Your goal: Retype the records word for word. Skip every image.

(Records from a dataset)
________

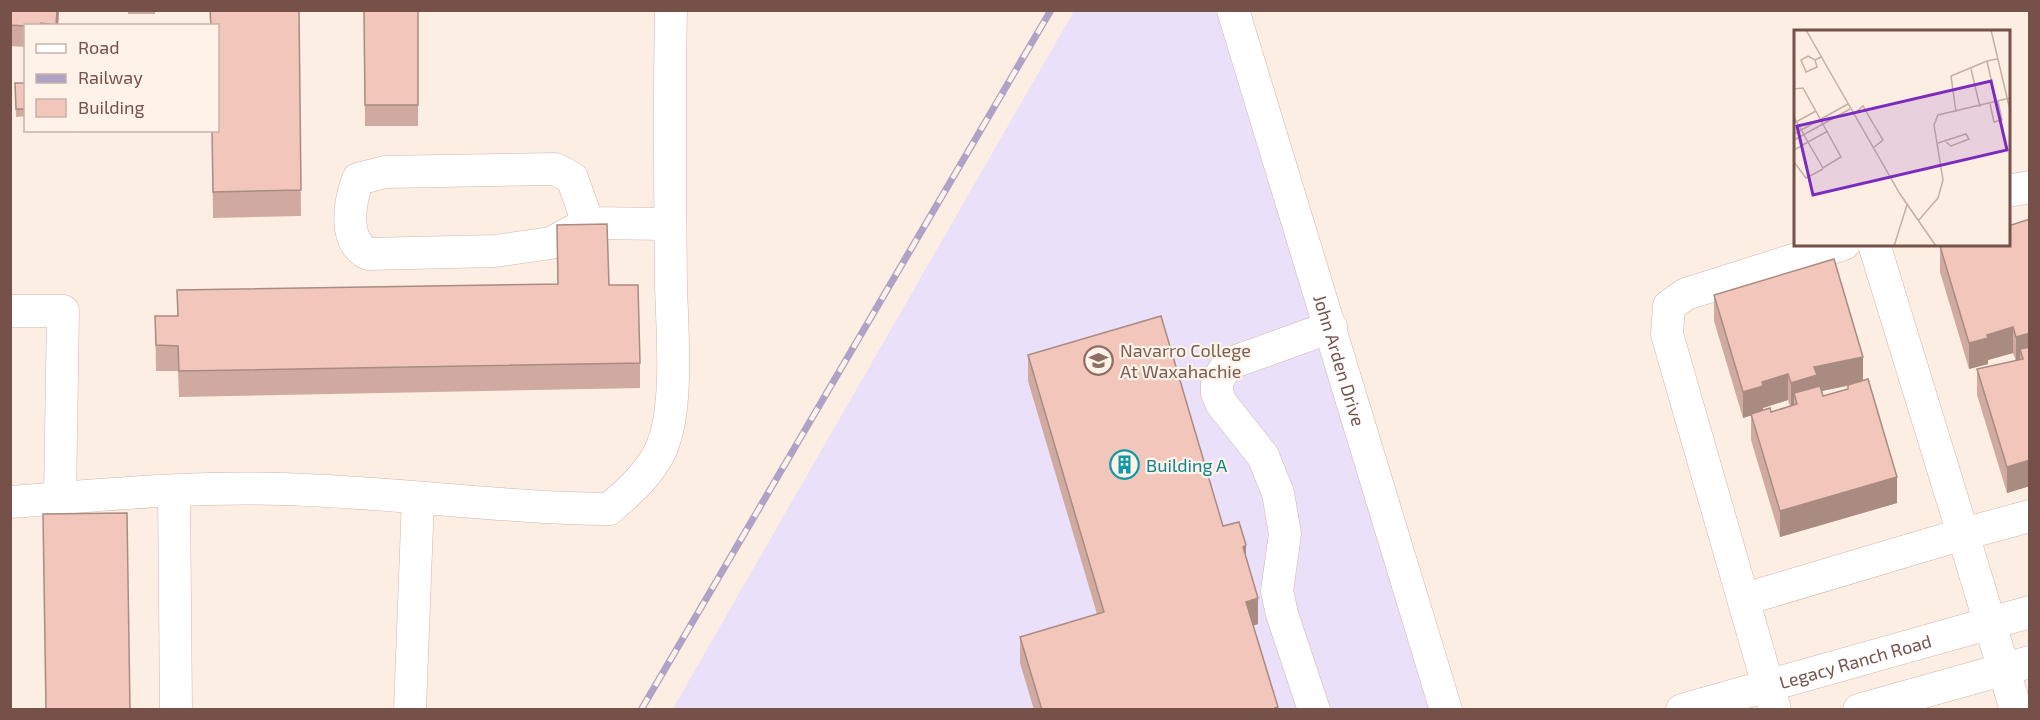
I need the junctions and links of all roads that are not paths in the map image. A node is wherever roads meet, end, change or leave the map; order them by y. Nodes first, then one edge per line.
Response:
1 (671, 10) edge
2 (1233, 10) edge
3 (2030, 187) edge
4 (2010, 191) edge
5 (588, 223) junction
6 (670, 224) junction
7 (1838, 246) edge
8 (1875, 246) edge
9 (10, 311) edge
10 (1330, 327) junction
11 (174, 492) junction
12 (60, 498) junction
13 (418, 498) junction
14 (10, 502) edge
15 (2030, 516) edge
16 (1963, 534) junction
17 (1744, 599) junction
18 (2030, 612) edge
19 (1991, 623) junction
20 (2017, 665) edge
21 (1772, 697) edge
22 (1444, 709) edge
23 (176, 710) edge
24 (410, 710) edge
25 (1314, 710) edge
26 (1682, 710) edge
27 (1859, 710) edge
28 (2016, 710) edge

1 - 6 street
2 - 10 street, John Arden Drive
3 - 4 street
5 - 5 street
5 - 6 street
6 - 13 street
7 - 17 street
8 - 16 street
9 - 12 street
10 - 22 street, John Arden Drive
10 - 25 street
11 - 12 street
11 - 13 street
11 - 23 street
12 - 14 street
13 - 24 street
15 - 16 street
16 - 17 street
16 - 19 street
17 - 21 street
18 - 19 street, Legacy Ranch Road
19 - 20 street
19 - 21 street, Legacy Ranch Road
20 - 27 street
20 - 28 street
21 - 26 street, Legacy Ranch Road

________

Reply to the exercise:
I need the junctions and links of all roads that are not paths in the map image. A node is wherever roads meet, end, change or leave the map; order them by y. Nodes first, then one edge per line.
Response:
1 (671, 10) edge
2 (1233, 10) edge
3 (2030, 187) edge
4 (2010, 191) edge
5 (588, 223) junction
6 (670, 224) junction
7 (1838, 246) edge
8 (1875, 246) edge
9 (10, 311) edge
10 (1330, 327) junction
11 (174, 492) junction
12 (60, 498) junction
13 (418, 498) junction
14 (10, 502) edge
15 (2030, 516) edge
16 (1963, 534) junction
17 (1744, 599) junction
18 (2030, 612) edge
19 (1991, 623) junction
20 (2017, 665) edge
21 (1772, 697) edge
22 (1444, 709) edge
23 (176, 710) edge
24 (410, 710) edge
25 (1314, 710) edge
26 (1682, 710) edge
27 (1859, 710) edge
28 (2016, 710) edge

1 - 6 street
2 - 10 street, John Arden Drive
3 - 4 street
5 - 5 street
5 - 6 street
6 - 13 street
7 - 17 street
8 - 16 street
9 - 12 street
10 - 22 street, John Arden Drive
10 - 25 street
11 - 12 street
11 - 13 street
11 - 23 street
12 - 14 street
13 - 24 street
15 - 16 street
16 - 17 street
16 - 19 street
17 - 21 street
18 - 19 street, Legacy Ranch Road
19 - 20 street
19 - 21 street, Legacy Ranch Road
20 - 27 street
20 - 28 street
21 - 26 street, Legacy Ranch Road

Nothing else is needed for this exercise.